[Supplied material — start]

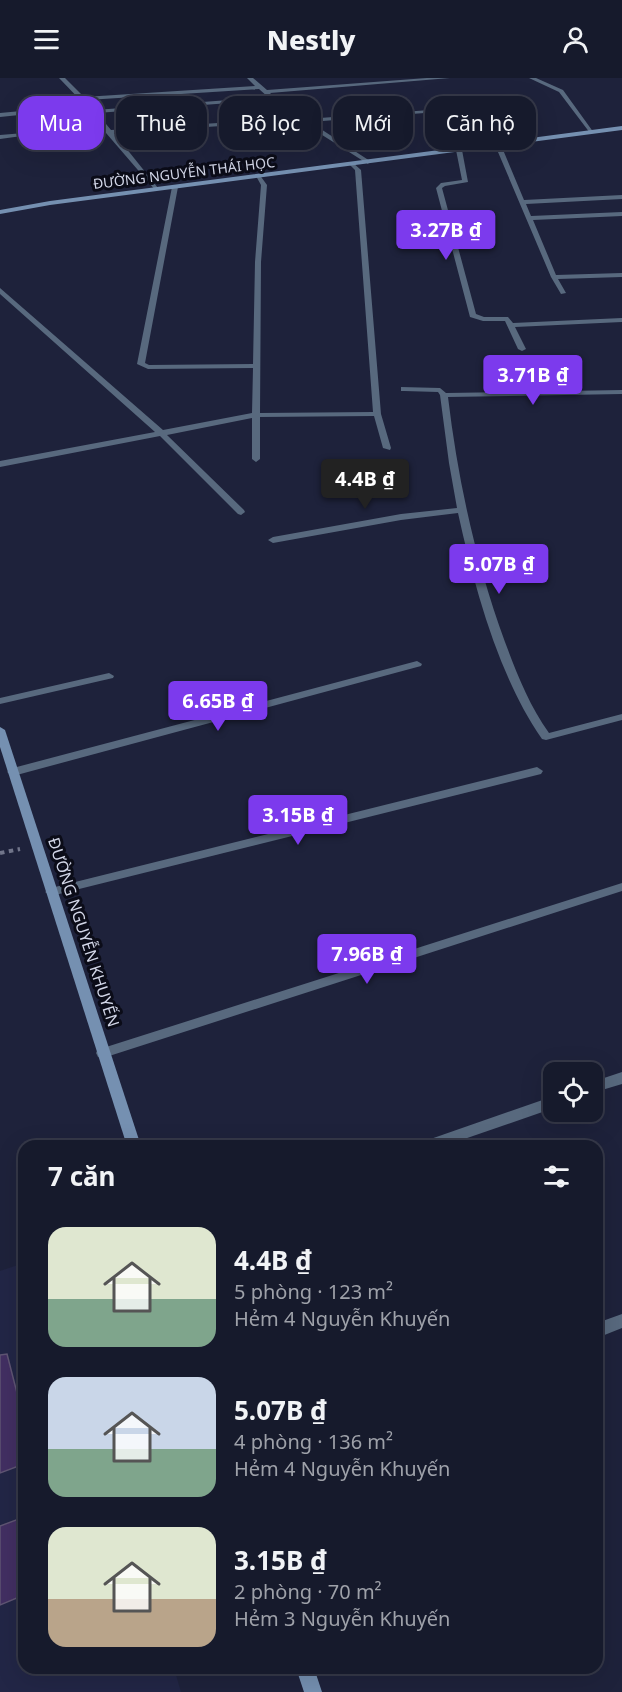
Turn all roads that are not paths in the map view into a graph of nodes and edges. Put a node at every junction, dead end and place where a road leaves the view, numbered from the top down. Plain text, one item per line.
1 (62, 78) edge
2 (250, 78) edge
3 (447, 78) edge
4 (551, 78) edge
5 (535, 79) edge
6 (259, 87) junction
7 (265, 92) junction
8 (80, 96) edge
9 (270, 96) edge
10 (104, 98) edge
11 (219, 102) edge
12 (104, 111) edge
13 (425, 112) edge
14 (18, 113) edge
15 (0, 115) edge
16 (321, 119) edge
17 (219, 125) edge
18 (104, 127) edge
19 (622, 128) edge
20 (108, 132) junction
21 (321, 132) edge
22 (592, 132) junction
23 (18, 135) edge
24 (0, 137) edge
25 (536, 140) edge
26 (459, 150) joint
27 (500, 150) edge
28 (368, 162) junction
29 (352, 164) junction
30 (259, 176) junction
31 (175, 187) junction
32 (156, 189) junction
33 (622, 197) edge
34 (522, 202) junction
35 (0, 212) edge
36 (622, 214) edge
37 (530, 218) junction
38 (622, 275) edge
39 (554, 277) junction
40 (0, 290) edge
41 (563, 293) dead end
42 (622, 320) edge
43 (511, 325) junction
44 (522, 349) dead end
45 (257, 366) junction
46 (404, 389) dead end
47 (622, 392) edge
48 (444, 395) junction
49 (377, 414) junction
50 (257, 415) junction
51 (160, 433) junction
52 (387, 448) dead end
53 (256, 459) dead end
54 (0, 464) edge
55 (462, 510) junction
56 (241, 512) dead end
57 (273, 540) dead end
58 (417, 664) dead end
59 (109, 676) dead end
60 (0, 701) edge
61 (622, 717) edge
62 (0, 730) edge
63 (537, 771) dead end
64 (13, 772) junction
65 (622, 886) edge
66 (51, 892) junction
67 (104, 1053) junction
68 (622, 1078) edge
69 (603, 1084) edge
70 (543, 1106) edge
71 (132, 1140) edge
72 (444, 1140) edge
73 (622, 1321) edge
74 (603, 1329) edge
75 (307, 1674) edge
76 (313, 1692) edge

1 - 8 street
2 - 6 street
3 - 7 street
4 - 5 street
5 - 22 street
6 - 7 street
6 - 10 street
7 - 9 street
11 - 12 street
13 - 16 street
14 - 15 street
17 - 20 street
18 - 20 street
19 - 22 street, ĐƯỜNG NGUYỄN THÁI HỌC
20 - 32 street
21 - 28 street
22 - 25 street, ĐƯỜNG NGUYỄN THÁI HỌC
23 - 24 street
26 - 28 street, ĐƯỜNG NGUYỄN THÁI HỌC
26 - 43 street
27 - 34 street
28 - 29 street, ĐƯỜNG NGUYỄN THÁI HỌC
29 - 30 street, ĐƯỜNG NGUYỄN THÁI HỌC
29 - 49 street
30 - 31 street, ĐƯỜNG NGUYỄN THÁI HỌC
30 - 45 street
31 - 32 street, ĐƯỜNG NGUYỄN THÁI HỌC
31 - 45 street
32 - 35 street, ĐƯỜNG NGUYỄN THÁI HỌC
33 - 34 street
34 - 37 street
36 - 37 street
37 - 39 street
38 - 39 street
39 - 41 street
40 - 51 street
42 - 43 street
43 - 44 street
45 - 50 street
46 - 48 street
47 - 48 street
48 - 55 street
49 - 50 street
49 - 52 street
50 - 51 street
50 - 53 street
51 - 54 street
51 - 56 street
55 - 57 street
55 - 61 street
58 - 64 street
59 - 60 street
62 - 64 street, ĐƯỜNG NGUYỄN KHUYẾN
63 - 66 street
64 - 66 street, ĐƯỜNG NGUYỄN KHUYẾN
65 - 67 street
66 - 67 street, ĐƯỜNG NGUYỄN KHUYẾN
67 - 71 street, ĐƯỜNG NGUYỄN KHUYẾN
68 - 69 street
70 - 72 street
73 - 74 street
75 - 76 street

[Supplied material — finish]

Each of the entries above must be copied exactly, but the pictures stay out.

**Answer for the task:**
Turn all roads that are not paths in the map view into a graph of nodes and edges. Put a node at every junction, dead end and place where a road leaves the view, numbered from the top down. Plain text, one item per line.
1 (62, 78) edge
2 (250, 78) edge
3 (447, 78) edge
4 (551, 78) edge
5 (535, 79) edge
6 (259, 87) junction
7 (265, 92) junction
8 (80, 96) edge
9 (270, 96) edge
10 (104, 98) edge
11 (219, 102) edge
12 (104, 111) edge
13 (425, 112) edge
14 (18, 113) edge
15 (0, 115) edge
16 (321, 119) edge
17 (219, 125) edge
18 (104, 127) edge
19 (622, 128) edge
20 (108, 132) junction
21 (321, 132) edge
22 (592, 132) junction
23 (18, 135) edge
24 (0, 137) edge
25 (536, 140) edge
26 (459, 150) joint
27 (500, 150) edge
28 (368, 162) junction
29 (352, 164) junction
30 (259, 176) junction
31 (175, 187) junction
32 (156, 189) junction
33 (622, 197) edge
34 (522, 202) junction
35 (0, 212) edge
36 (622, 214) edge
37 (530, 218) junction
38 (622, 275) edge
39 (554, 277) junction
40 (0, 290) edge
41 (563, 293) dead end
42 (622, 320) edge
43 (511, 325) junction
44 (522, 349) dead end
45 (257, 366) junction
46 (404, 389) dead end
47 (622, 392) edge
48 (444, 395) junction
49 (377, 414) junction
50 (257, 415) junction
51 (160, 433) junction
52 (387, 448) dead end
53 (256, 459) dead end
54 (0, 464) edge
55 (462, 510) junction
56 (241, 512) dead end
57 (273, 540) dead end
58 (417, 664) dead end
59 (109, 676) dead end
60 (0, 701) edge
61 (622, 717) edge
62 (0, 730) edge
63 (537, 771) dead end
64 (13, 772) junction
65 (622, 886) edge
66 (51, 892) junction
67 (104, 1053) junction
68 (622, 1078) edge
69 (603, 1084) edge
70 (543, 1106) edge
71 (132, 1140) edge
72 (444, 1140) edge
73 (622, 1321) edge
74 (603, 1329) edge
75 (307, 1674) edge
76 (313, 1692) edge

1 - 8 street
2 - 6 street
3 - 7 street
4 - 5 street
5 - 22 street
6 - 7 street
6 - 10 street
7 - 9 street
11 - 12 street
13 - 16 street
14 - 15 street
17 - 20 street
18 - 20 street
19 - 22 street, ĐƯỜNG NGUYỄN THÁI HỌC
20 - 32 street
21 - 28 street
22 - 25 street, ĐƯỜNG NGUYỄN THÁI HỌC
23 - 24 street
26 - 28 street, ĐƯỜNG NGUYỄN THÁI HỌC
26 - 43 street
27 - 34 street
28 - 29 street, ĐƯỜNG NGUYỄN THÁI HỌC
29 - 30 street, ĐƯỜNG NGUYỄN THÁI HỌC
29 - 49 street
30 - 31 street, ĐƯỜNG NGUYỄN THÁI HỌC
30 - 45 street
31 - 32 street, ĐƯỜNG NGUYỄN THÁI HỌC
31 - 45 street
32 - 35 street, ĐƯỜNG NGUYỄN THÁI HỌC
33 - 34 street
34 - 37 street
36 - 37 street
37 - 39 street
38 - 39 street
39 - 41 street
40 - 51 street
42 - 43 street
43 - 44 street
45 - 50 street
46 - 48 street
47 - 48 street
48 - 55 street
49 - 50 street
49 - 52 street
50 - 51 street
50 - 53 street
51 - 54 street
51 - 56 street
55 - 57 street
55 - 61 street
58 - 64 street
59 - 60 street
62 - 64 street, ĐƯỜNG NGUYỄN KHUYẾN
63 - 66 street
64 - 66 street, ĐƯỜNG NGUYỄN KHUYẾN
65 - 67 street
66 - 67 street, ĐƯỜNG NGUYỄN KHUYẾN
67 - 71 street, ĐƯỜNG NGUYỄN KHUYẾN
68 - 69 street
70 - 72 street
73 - 74 street
75 - 76 street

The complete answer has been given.